- Film poster
- Directed by: Matt Yoka
- Produced by: Diane Becker; Matt Yoka;
- Starring: Zoey Tur Marika Gerrard Katy Tur
- Cinematography: Ed Herrera
- Edited by: Brian Palmer
- Music by: Ty Segall
- Production company: Fishbowl Films
- Distributed by: A&E Indie Films
- Release date: January 26, 2020 (Sundance);
- Running time: 103 minutes
- Country: United States
- Language: English

= Whirlybird (film) =

Whirlybird is a 2020 American documentary film by Matt Yoka. It competed in the US Documentary category at the 2020 Sundance Film Festival.

== Summary ==
The film explores two LA reporters, Zoey Tur and Marika Gerrard who were well known for witnessing an attempted murder during the Rodney King riots, and being the first camera crew to find O.J. Simpson's white Ford bronco cruising down an LA freeway.
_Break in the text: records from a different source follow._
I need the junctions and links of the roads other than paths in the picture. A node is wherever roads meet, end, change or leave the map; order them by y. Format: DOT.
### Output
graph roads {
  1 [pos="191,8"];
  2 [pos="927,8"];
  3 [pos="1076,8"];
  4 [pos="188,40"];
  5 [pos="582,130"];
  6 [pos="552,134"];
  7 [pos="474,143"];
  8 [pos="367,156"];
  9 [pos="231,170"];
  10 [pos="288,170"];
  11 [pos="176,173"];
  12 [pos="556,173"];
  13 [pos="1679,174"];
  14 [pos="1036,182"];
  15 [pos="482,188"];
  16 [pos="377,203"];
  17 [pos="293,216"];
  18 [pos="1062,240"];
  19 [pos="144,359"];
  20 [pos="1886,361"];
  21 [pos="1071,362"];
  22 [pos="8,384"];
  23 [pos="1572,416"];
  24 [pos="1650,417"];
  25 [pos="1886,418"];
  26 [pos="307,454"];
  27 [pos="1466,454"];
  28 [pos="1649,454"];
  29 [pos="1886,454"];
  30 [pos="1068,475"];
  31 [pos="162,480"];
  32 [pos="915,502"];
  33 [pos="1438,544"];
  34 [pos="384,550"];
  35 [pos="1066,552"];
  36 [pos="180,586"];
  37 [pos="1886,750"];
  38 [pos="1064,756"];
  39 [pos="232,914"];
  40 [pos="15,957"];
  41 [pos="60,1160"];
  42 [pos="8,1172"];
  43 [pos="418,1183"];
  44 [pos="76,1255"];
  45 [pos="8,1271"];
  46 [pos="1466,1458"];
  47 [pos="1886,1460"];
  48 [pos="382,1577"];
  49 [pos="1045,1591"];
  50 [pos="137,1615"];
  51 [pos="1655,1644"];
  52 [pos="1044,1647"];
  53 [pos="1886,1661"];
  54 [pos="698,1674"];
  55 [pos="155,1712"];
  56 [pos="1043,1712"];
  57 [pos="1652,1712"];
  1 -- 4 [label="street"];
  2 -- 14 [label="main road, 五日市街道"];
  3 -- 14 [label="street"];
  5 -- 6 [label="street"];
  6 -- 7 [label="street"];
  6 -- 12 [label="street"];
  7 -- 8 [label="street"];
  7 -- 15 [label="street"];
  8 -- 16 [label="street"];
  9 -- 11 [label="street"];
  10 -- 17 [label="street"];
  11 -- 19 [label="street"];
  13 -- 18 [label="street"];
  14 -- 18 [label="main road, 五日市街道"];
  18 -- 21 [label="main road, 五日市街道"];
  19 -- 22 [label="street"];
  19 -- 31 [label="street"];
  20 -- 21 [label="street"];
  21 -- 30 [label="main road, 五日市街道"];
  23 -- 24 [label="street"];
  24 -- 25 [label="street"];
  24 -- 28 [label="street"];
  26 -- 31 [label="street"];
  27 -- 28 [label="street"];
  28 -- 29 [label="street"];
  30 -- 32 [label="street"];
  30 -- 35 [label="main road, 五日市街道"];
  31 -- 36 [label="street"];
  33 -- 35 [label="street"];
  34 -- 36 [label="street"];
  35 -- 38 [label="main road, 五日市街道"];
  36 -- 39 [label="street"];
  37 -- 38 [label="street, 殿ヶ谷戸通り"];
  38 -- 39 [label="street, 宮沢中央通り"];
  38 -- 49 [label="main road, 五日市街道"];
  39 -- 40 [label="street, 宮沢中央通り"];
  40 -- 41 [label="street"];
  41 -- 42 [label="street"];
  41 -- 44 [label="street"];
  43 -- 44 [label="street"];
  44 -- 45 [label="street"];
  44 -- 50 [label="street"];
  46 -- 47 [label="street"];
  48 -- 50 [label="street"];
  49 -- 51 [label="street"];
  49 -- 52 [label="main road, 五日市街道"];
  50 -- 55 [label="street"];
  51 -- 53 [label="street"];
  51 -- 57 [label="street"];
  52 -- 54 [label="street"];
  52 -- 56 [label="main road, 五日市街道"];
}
Significant portions of the film feature Zoey as Bob Tur, before she came out as transgender in 2013.

Tur' and Gerrard's daughter, Katy Tur, is also an award-winning journalist. She is also featured in the film.

== Release and reception ==
Whirlybird had its world premiere at the Sundance Film Festival on January 26, 2020. It was also submitted for Oscar consideration.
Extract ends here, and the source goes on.